Work task: Leave out the pictures and reproduce all of the data exactly.

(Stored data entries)
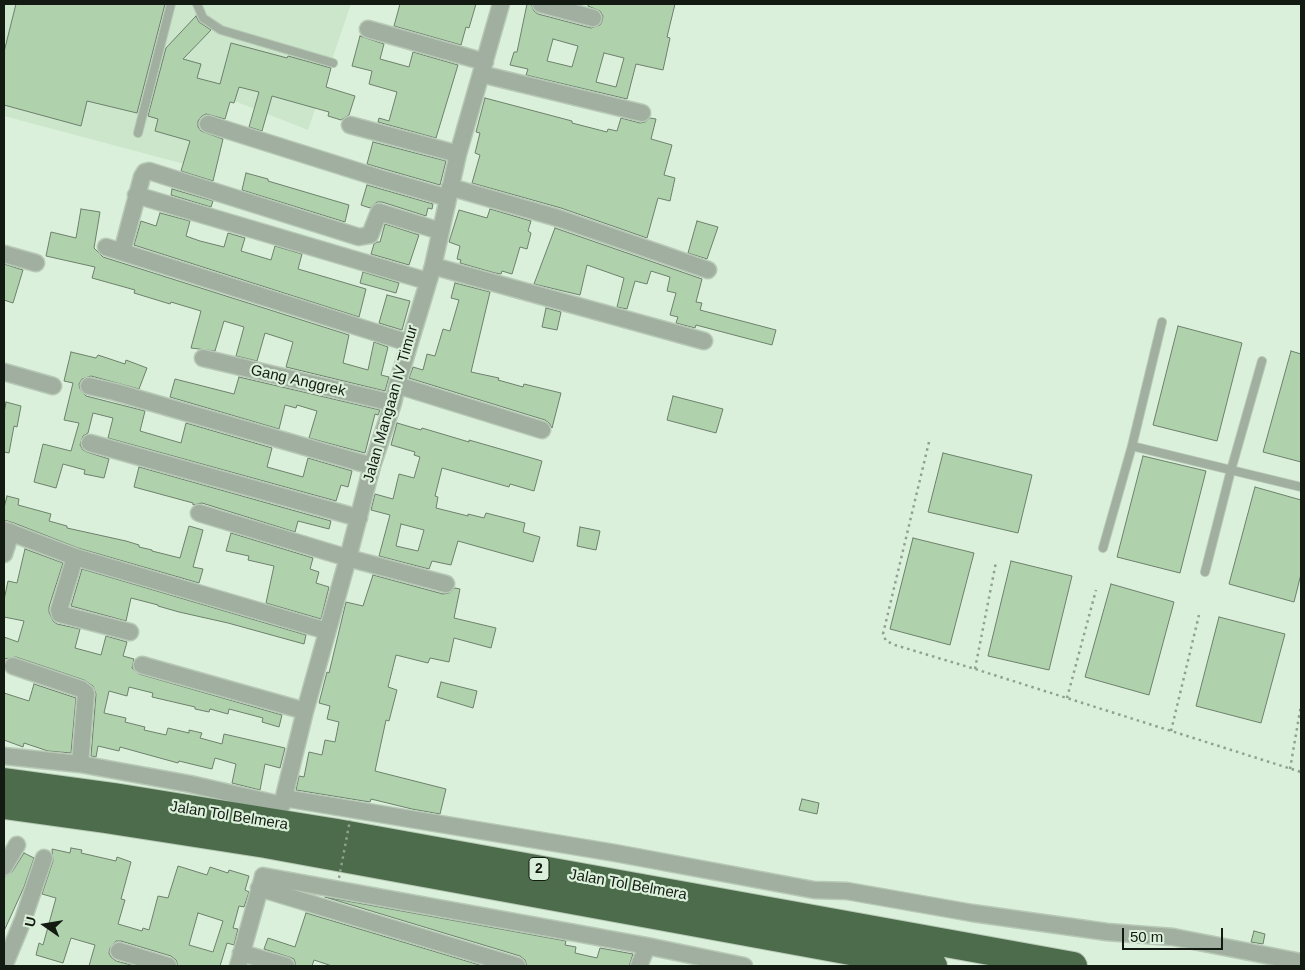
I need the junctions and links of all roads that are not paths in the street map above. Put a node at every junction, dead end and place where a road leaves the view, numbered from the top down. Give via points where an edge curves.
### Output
1 (171, 4) edge
2 (197, 4) edge
3 (501, 4) edge
4 (541, 4) edge
5 (593, 18) dead end
6 (368, 29) dead end
7 (333, 63) dead end
8 (483, 68) junction
9 (642, 112) dead end
10 (208, 124) dead end
11 (350, 125) dead end
12 (138, 133) dead end
13 (458, 154) junction
14 (449, 192) junction
15 (136, 195) junction
16 (440, 232) junction
17 (106, 247) dead end
18 (122, 252) junction
19 (4, 254) edge
20 (36, 263) dead end
21 (433, 266) junction
22 (708, 270) dead end
23 (427, 281) junction
24 (1162, 322) dead end
25 (704, 341) dead end
26 (409, 343) junction
27 (203, 358) dead end
28 (1262, 361) dead end
29 (4, 372) edge
30 (396, 385) junction
31 (53, 386) dead end
32 (90, 386) dead end
33 (393, 403) junction
34 (542, 430) dead end
35 (90, 443) dead end
36 (1132, 446) junction
37 (372, 466) junction
38 (1231, 470) junction
39 (1301, 487) edge
40 (199, 513) dead end
41 (359, 518) junction
42 (7, 531) edge
43 (1103, 548) dead end
44 (4, 554) edge
45 (75, 557) junction
46 (348, 558) junction
47 (1205, 572) dead end
48 (446, 584) dead end
49 (327, 631) junction
50 (130, 632) dead end
51 (142, 665) dead end
52 (12, 666) dead end
53 (305, 711) junction
54 (4, 756) edge
55 (80, 764) junction
56 (4, 782) edge
57 (283, 802) junction
58 (4, 805) edge
59 (17, 845) dead end
60 (44, 858) dead end
61 (4, 867) edge
62 (262, 878) junction
63 (647, 946) junction
64 (119, 951) dead end
65 (240, 960) edge
66 (1301, 962) edge
67 (4, 966) edge
68 (168, 966) edge
69 (286, 966) edge
70 (517, 966) edge
71 (640, 966) edge
72 (744, 966) edge
73 (933, 966) edge
74 (1073, 966) edge

1 - 12 lane
2 - 7 lane via 203,18 230,34
3 - 8 street, Jalan Mangaan IV Timur
4 - 5 street
6 - 8 street
8 - 9 street
8 - 13 street, Jalan Mangaan IV Timur
10 - 14 street via 379,178
11 - 13 street
13 - 14 street, Jalan Mangaan IV Timur
14 - 16 street, Jalan Mangaan IV Timur
14 - 22 street via 558,218
15 - 16 street via 142,177 149,171 360,237 370,235 379,212
15 - 18 street
15 - 23 street
16 - 21 street, Jalan Mangaan IV Timur
17 - 18 street
18 - 26 street
19 - 20 street
21 - 23 street, Jalan Mangaan IV Timur
21 - 25 street
23 - 26 street, Jalan Mangaan IV Timur
24 - 36 lane
26 - 30 street, Jalan Mangaan IV Timur
27 - 33 street, Gang Anggrek
28 - 38 lane
29 - 31 street
30 - 33 street, Jalan Mangaan IV Timur
30 - 34 street
32 - 37 street
33 - 37 street, Jalan Mangaan IV Timur
35 - 41 street
36 - 38 lane
36 - 43 lane
37 - 41 street, Jalan Mangaan IV Timur
38 - 39 lane
38 - 47 lane
40 - 46 street
41 - 46 street, Jalan Mangaan IV Timur
42 - 44 street
42 - 45 street
45 - 49 street
45 - 50 street via 60,614
46 - 48 street
46 - 49 street, Jalan Mangaan IV Timur
49 - 53 street, Jalan Mangaan IV Timur
51 - 53 street
52 - 55 street via 86,693
53 - 57 street, Jalan Mangaan IV Timur
54 - 55 street
55 - 57 street
56 - 74 highway, Jalan Tol Belmera / 2 via 338,833
57 - 66 street via 596,850 814,890 847,891 1107,932 1173,937
58 - 73 highway, Jalan Tol Belmera / 2 via 266,844
59 - 61 street
60 - 67 street via 24,920
62 - 63 street
62 - 65 street
62 - 70 street
63 - 71 street
63 - 72 street
64 - 68 street
65 - 69 street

Answer:
I need the junctions and links of all roads that are not paths in the street map above. Put a node at every junction, dead end and place where a road leaves the view, numbered from the top down. Give via points where an edge curves.
### Output
1 (171, 4) edge
2 (197, 4) edge
3 (501, 4) edge
4 (541, 4) edge
5 (593, 18) dead end
6 (368, 29) dead end
7 (333, 63) dead end
8 (483, 68) junction
9 (642, 112) dead end
10 (208, 124) dead end
11 (350, 125) dead end
12 (138, 133) dead end
13 (458, 154) junction
14 (449, 192) junction
15 (136, 195) junction
16 (440, 232) junction
17 (106, 247) dead end
18 (122, 252) junction
19 (4, 254) edge
20 (36, 263) dead end
21 (433, 266) junction
22 (708, 270) dead end
23 (427, 281) junction
24 (1162, 322) dead end
25 (704, 341) dead end
26 (409, 343) junction
27 (203, 358) dead end
28 (1262, 361) dead end
29 (4, 372) edge
30 (396, 385) junction
31 (53, 386) dead end
32 (90, 386) dead end
33 (393, 403) junction
34 (542, 430) dead end
35 (90, 443) dead end
36 (1132, 446) junction
37 (372, 466) junction
38 (1231, 470) junction
39 (1301, 487) edge
40 (199, 513) dead end
41 (359, 518) junction
42 (7, 531) edge
43 (1103, 548) dead end
44 (4, 554) edge
45 (75, 557) junction
46 (348, 558) junction
47 (1205, 572) dead end
48 (446, 584) dead end
49 (327, 631) junction
50 (130, 632) dead end
51 (142, 665) dead end
52 (12, 666) dead end
53 (305, 711) junction
54 (4, 756) edge
55 (80, 764) junction
56 (4, 782) edge
57 (283, 802) junction
58 (4, 805) edge
59 (17, 845) dead end
60 (44, 858) dead end
61 (4, 867) edge
62 (262, 878) junction
63 (647, 946) junction
64 (119, 951) dead end
65 (240, 960) edge
66 (1301, 962) edge
67 (4, 966) edge
68 (168, 966) edge
69 (286, 966) edge
70 (517, 966) edge
71 (640, 966) edge
72 (744, 966) edge
73 (933, 966) edge
74 (1073, 966) edge

1 - 12 lane
2 - 7 lane via 203,18 230,34
3 - 8 street, Jalan Mangaan IV Timur
4 - 5 street
6 - 8 street
8 - 9 street
8 - 13 street, Jalan Mangaan IV Timur
10 - 14 street via 379,178
11 - 13 street
13 - 14 street, Jalan Mangaan IV Timur
14 - 16 street, Jalan Mangaan IV Timur
14 - 22 street via 558,218
15 - 16 street via 142,177 149,171 360,237 370,235 379,212
15 - 18 street
15 - 23 street
16 - 21 street, Jalan Mangaan IV Timur
17 - 18 street
18 - 26 street
19 - 20 street
21 - 23 street, Jalan Mangaan IV Timur
21 - 25 street
23 - 26 street, Jalan Mangaan IV Timur
24 - 36 lane
26 - 30 street, Jalan Mangaan IV Timur
27 - 33 street, Gang Anggrek
28 - 38 lane
29 - 31 street
30 - 33 street, Jalan Mangaan IV Timur
30 - 34 street
32 - 37 street
33 - 37 street, Jalan Mangaan IV Timur
35 - 41 street
36 - 38 lane
36 - 43 lane
37 - 41 street, Jalan Mangaan IV Timur
38 - 39 lane
38 - 47 lane
40 - 46 street
41 - 46 street, Jalan Mangaan IV Timur
42 - 44 street
42 - 45 street
45 - 49 street
45 - 50 street via 60,614
46 - 48 street
46 - 49 street, Jalan Mangaan IV Timur
49 - 53 street, Jalan Mangaan IV Timur
51 - 53 street
52 - 55 street via 86,693
53 - 57 street, Jalan Mangaan IV Timur
54 - 55 street
55 - 57 street
56 - 74 highway, Jalan Tol Belmera / 2 via 338,833
57 - 66 street via 596,850 814,890 847,891 1107,932 1173,937
58 - 73 highway, Jalan Tol Belmera / 2 via 266,844
59 - 61 street
60 - 67 street via 24,920
62 - 63 street
62 - 65 street
62 - 70 street
63 - 71 street
63 - 72 street
64 - 68 street
65 - 69 street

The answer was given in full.